_PROBLEM DETAILS_
Print the records below verbatim.

================

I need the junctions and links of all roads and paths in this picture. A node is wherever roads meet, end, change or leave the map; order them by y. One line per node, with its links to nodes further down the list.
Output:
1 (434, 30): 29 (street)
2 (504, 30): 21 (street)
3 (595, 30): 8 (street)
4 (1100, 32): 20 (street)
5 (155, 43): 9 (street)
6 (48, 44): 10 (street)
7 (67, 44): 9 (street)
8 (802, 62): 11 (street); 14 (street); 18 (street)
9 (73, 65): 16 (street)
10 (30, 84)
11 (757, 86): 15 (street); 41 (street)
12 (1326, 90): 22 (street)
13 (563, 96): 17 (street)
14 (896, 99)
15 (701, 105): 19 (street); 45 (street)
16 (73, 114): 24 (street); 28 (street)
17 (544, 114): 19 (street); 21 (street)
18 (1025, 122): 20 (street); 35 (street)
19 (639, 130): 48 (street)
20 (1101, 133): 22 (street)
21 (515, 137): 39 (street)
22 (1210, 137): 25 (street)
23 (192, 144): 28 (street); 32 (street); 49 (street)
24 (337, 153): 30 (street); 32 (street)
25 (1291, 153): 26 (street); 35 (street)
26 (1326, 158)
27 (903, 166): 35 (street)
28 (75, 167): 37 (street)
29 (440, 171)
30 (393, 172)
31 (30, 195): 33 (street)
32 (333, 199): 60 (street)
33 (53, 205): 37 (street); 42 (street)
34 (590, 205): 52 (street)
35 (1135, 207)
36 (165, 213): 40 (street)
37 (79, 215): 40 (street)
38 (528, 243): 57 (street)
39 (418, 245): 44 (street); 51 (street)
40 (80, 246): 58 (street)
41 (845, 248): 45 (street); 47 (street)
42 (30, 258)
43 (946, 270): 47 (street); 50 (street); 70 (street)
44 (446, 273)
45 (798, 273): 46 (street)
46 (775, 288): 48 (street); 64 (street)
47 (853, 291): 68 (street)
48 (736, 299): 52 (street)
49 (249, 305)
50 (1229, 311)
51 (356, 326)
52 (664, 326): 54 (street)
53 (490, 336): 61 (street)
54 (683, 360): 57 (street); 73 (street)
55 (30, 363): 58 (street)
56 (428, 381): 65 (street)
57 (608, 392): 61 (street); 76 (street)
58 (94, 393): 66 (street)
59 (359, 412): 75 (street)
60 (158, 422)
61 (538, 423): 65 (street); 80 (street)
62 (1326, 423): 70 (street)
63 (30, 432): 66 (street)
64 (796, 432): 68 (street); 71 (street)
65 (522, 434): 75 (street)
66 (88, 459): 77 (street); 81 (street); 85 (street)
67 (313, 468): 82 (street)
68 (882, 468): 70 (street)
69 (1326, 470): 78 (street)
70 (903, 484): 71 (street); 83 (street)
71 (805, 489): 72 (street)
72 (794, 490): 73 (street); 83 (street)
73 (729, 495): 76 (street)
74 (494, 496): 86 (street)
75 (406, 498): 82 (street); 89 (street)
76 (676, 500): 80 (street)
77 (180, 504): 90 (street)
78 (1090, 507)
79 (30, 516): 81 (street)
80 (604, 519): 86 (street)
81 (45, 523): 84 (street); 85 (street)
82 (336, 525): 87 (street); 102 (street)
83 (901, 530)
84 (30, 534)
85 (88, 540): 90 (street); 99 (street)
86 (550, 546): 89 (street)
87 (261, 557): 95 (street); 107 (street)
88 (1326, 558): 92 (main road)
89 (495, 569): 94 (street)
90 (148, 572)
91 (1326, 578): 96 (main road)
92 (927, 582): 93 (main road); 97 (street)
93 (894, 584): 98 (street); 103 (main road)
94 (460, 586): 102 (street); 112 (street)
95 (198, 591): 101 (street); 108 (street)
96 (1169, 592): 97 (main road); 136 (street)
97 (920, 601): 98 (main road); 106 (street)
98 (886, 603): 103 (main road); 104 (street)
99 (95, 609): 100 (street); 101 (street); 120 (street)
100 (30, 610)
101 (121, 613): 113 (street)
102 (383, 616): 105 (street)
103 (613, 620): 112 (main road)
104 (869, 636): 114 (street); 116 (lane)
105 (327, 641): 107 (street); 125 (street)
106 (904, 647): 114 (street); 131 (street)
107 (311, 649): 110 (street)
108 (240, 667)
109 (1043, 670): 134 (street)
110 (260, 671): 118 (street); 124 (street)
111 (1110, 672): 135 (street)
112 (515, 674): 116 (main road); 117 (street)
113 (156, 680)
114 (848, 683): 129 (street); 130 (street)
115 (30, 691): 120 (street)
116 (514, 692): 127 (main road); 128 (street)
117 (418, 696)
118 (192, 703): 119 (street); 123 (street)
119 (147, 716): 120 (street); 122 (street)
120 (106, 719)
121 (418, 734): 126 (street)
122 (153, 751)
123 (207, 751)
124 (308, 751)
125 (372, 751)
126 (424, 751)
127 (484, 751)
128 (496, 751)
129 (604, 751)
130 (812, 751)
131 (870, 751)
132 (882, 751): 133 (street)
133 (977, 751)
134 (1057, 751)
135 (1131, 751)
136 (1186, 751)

================

_RESPONSE TO THIS EXERCISE_
I need the junctions and links of all roads and paths in this picture. A node is wherever roads meet, end, change or leave the map; order them by y. One line per node, with its links to nodes further down the list.
Output:
1 (434, 30): 29 (street)
2 (504, 30): 21 (street)
3 (595, 30): 8 (street)
4 (1100, 32): 20 (street)
5 (155, 43): 9 (street)
6 (48, 44): 10 (street)
7 (67, 44): 9 (street)
8 (802, 62): 11 (street); 14 (street); 18 (street)
9 (73, 65): 16 (street)
10 (30, 84)
11 (757, 86): 15 (street); 41 (street)
12 (1326, 90): 22 (street)
13 (563, 96): 17 (street)
14 (896, 99)
15 (701, 105): 19 (street); 45 (street)
16 (73, 114): 24 (street); 28 (street)
17 (544, 114): 19 (street); 21 (street)
18 (1025, 122): 20 (street); 35 (street)
19 (639, 130): 48 (street)
20 (1101, 133): 22 (street)
21 (515, 137): 39 (street)
22 (1210, 137): 25 (street)
23 (192, 144): 28 (street); 32 (street); 49 (street)
24 (337, 153): 30 (street); 32 (street)
25 (1291, 153): 26 (street); 35 (street)
26 (1326, 158)
27 (903, 166): 35 (street)
28 (75, 167): 37 (street)
29 (440, 171)
30 (393, 172)
31 (30, 195): 33 (street)
32 (333, 199): 60 (street)
33 (53, 205): 37 (street); 42 (street)
34 (590, 205): 52 (street)
35 (1135, 207)
36 (165, 213): 40 (street)
37 (79, 215): 40 (street)
38 (528, 243): 57 (street)
39 (418, 245): 44 (street); 51 (street)
40 (80, 246): 58 (street)
41 (845, 248): 45 (street); 47 (street)
42 (30, 258)
43 (946, 270): 47 (street); 50 (street); 70 (street)
44 (446, 273)
45 (798, 273): 46 (street)
46 (775, 288): 48 (street); 64 (street)
47 (853, 291): 68 (street)
48 (736, 299): 52 (street)
49 (249, 305)
50 (1229, 311)
51 (356, 326)
52 (664, 326): 54 (street)
53 (490, 336): 61 (street)
54 (683, 360): 57 (street); 73 (street)
55 (30, 363): 58 (street)
56 (428, 381): 65 (street)
57 (608, 392): 61 (street); 76 (street)
58 (94, 393): 66 (street)
59 (359, 412): 75 (street)
60 (158, 422)
61 (538, 423): 65 (street); 80 (street)
62 (1326, 423): 70 (street)
63 (30, 432): 66 (street)
64 (796, 432): 68 (street); 71 (street)
65 (522, 434): 75 (street)
66 (88, 459): 77 (street); 81 (street); 85 (street)
67 (313, 468): 82 (street)
68 (882, 468): 70 (street)
69 (1326, 470): 78 (street)
70 (903, 484): 71 (street); 83 (street)
71 (805, 489): 72 (street)
72 (794, 490): 73 (street); 83 (street)
73 (729, 495): 76 (street)
74 (494, 496): 86 (street)
75 (406, 498): 82 (street); 89 (street)
76 (676, 500): 80 (street)
77 (180, 504): 90 (street)
78 (1090, 507)
79 (30, 516): 81 (street)
80 (604, 519): 86 (street)
81 (45, 523): 84 (street); 85 (street)
82 (336, 525): 87 (street); 102 (street)
83 (901, 530)
84 (30, 534)
85 (88, 540): 90 (street); 99 (street)
86 (550, 546): 89 (street)
87 (261, 557): 95 (street); 107 (street)
88 (1326, 558): 92 (main road)
89 (495, 569): 94 (street)
90 (148, 572)
91 (1326, 578): 96 (main road)
92 (927, 582): 93 (main road); 97 (street)
93 (894, 584): 98 (street); 103 (main road)
94 (460, 586): 102 (street); 112 (street)
95 (198, 591): 101 (street); 108 (street)
96 (1169, 592): 97 (main road); 136 (street)
97 (920, 601): 98 (main road); 106 (street)
98 (886, 603): 103 (main road); 104 (street)
99 (95, 609): 100 (street); 101 (street); 120 (street)
100 (30, 610)
101 (121, 613): 113 (street)
102 (383, 616): 105 (street)
103 (613, 620): 112 (main road)
104 (869, 636): 114 (street); 116 (lane)
105 (327, 641): 107 (street); 125 (street)
106 (904, 647): 114 (street); 131 (street)
107 (311, 649): 110 (street)
108 (240, 667)
109 (1043, 670): 134 (street)
110 (260, 671): 118 (street); 124 (street)
111 (1110, 672): 135 (street)
112 (515, 674): 116 (main road); 117 (street)
113 (156, 680)
114 (848, 683): 129 (street); 130 (street)
115 (30, 691): 120 (street)
116 (514, 692): 127 (main road); 128 (street)
117 (418, 696)
118 (192, 703): 119 (street); 123 (street)
119 (147, 716): 120 (street); 122 (street)
120 (106, 719)
121 (418, 734): 126 (street)
122 (153, 751)
123 (207, 751)
124 (308, 751)
125 (372, 751)
126 (424, 751)
127 (484, 751)
128 (496, 751)
129 (604, 751)
130 (812, 751)
131 (870, 751)
132 (882, 751): 133 (street)
133 (977, 751)
134 (1057, 751)
135 (1131, 751)
136 (1186, 751)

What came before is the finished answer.